Opponents of the proposal, who range from state Sen. Tom Hayden (D-Santa Monica) to Green Party activist Mike Feinstein, gathered the 6,557 valid signatures needed to make Tuesday’s referendum vote possible. They see a future more akin to “Blade Runner” than Walden Pond.

Specifically, the opponents contend that the redevelopment plan allows the RAND Corp. overly generous development rights that could lead to increased traffic congestion and air pollution. The city, they say, should acquire RAND-owned property--using eminent domain, if necessary--to provide more open space and ocean views for the public.

Feinstein said RAND should build a new headquarters on property it has slated for office buildings south of its current corporate offices. The present headquarters, he said, could be leveled and turned over to the city.

“The City Council’s redevelopment plan for Santa Monica’s Civic Center is nothing more than a Trojan horse for RAND’s scheme to maximize their property rights,” said John Bodin, another leader of the opposition.

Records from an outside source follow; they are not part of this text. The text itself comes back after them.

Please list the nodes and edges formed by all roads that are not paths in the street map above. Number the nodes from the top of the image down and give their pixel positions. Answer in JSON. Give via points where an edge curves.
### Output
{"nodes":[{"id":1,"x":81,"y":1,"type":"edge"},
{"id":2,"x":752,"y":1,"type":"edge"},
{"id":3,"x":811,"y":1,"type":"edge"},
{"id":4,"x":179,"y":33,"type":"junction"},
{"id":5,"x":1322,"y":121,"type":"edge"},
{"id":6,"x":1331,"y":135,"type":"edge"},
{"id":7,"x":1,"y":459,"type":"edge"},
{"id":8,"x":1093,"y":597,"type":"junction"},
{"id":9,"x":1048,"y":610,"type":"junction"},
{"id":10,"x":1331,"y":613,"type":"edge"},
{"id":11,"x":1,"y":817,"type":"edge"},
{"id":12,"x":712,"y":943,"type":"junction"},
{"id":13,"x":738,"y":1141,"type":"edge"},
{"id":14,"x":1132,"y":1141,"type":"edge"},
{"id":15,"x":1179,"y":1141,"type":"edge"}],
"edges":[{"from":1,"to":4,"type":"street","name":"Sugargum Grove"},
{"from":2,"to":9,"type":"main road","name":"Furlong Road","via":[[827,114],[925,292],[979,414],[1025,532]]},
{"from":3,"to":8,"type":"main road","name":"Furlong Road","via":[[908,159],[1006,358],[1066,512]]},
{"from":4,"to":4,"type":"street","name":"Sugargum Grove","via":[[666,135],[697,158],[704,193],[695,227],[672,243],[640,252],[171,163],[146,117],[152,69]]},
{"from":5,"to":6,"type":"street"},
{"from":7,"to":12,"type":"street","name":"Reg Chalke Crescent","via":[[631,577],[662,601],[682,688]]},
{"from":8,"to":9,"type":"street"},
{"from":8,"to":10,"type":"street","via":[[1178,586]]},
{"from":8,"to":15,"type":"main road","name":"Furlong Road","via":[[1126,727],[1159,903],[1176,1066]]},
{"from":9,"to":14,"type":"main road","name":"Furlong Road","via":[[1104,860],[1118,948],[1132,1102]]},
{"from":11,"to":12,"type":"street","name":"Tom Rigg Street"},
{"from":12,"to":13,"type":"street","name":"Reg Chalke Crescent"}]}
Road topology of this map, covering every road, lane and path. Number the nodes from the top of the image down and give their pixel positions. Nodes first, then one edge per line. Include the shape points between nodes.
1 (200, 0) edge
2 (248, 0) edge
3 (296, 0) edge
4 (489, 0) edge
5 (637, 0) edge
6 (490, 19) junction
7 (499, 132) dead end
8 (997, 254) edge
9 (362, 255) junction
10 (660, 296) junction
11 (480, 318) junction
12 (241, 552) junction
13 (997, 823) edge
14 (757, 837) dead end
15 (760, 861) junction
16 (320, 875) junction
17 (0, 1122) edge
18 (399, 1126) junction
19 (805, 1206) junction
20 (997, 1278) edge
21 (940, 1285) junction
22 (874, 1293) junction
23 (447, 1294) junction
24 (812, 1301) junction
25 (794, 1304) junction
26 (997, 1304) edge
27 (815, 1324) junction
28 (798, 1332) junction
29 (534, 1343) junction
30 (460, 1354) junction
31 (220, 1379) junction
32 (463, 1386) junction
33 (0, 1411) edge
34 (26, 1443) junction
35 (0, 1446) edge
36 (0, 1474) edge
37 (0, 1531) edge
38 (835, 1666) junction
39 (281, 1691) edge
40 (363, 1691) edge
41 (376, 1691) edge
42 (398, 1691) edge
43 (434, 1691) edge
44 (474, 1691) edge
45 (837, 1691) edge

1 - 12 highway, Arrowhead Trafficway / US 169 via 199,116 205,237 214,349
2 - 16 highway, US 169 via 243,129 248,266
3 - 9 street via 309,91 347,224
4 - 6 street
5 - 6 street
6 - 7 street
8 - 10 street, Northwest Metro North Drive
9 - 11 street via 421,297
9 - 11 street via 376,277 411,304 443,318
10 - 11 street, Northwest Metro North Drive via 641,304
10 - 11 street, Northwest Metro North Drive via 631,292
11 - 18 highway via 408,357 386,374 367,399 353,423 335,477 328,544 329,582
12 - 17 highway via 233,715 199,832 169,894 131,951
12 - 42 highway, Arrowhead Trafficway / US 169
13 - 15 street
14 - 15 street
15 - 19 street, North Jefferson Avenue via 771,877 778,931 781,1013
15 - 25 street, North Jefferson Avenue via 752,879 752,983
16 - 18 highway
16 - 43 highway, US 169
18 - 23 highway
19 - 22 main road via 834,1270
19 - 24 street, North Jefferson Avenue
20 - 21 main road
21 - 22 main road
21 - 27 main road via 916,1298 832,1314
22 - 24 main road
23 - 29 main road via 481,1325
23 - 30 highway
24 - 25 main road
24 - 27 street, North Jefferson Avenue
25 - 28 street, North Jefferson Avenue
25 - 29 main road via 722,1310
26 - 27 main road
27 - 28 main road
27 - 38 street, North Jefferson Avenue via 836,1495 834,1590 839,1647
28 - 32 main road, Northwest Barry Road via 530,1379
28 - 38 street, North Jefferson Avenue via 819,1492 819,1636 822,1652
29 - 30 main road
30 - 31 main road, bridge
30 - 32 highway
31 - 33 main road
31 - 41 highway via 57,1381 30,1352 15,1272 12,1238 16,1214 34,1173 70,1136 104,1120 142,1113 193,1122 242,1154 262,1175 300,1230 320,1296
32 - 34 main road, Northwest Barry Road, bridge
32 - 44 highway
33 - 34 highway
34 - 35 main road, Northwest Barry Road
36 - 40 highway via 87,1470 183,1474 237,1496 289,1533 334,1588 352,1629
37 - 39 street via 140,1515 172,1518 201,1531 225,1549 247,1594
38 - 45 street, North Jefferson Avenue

Nearly everyone agrees that the Civic Center could stand some improvement. Its vast expanse of asphalt would look ugly anywhere, but especially so in light of its proximity to the natural beauty of the coastline. The buildings themselves are not much help. Despite the charm of the Art Deco City Hall, structures are scattered chaotically, with no unifying theme. The area is notable for its lack of warmth, and the only people to be found there are usually getting into and out of their cars.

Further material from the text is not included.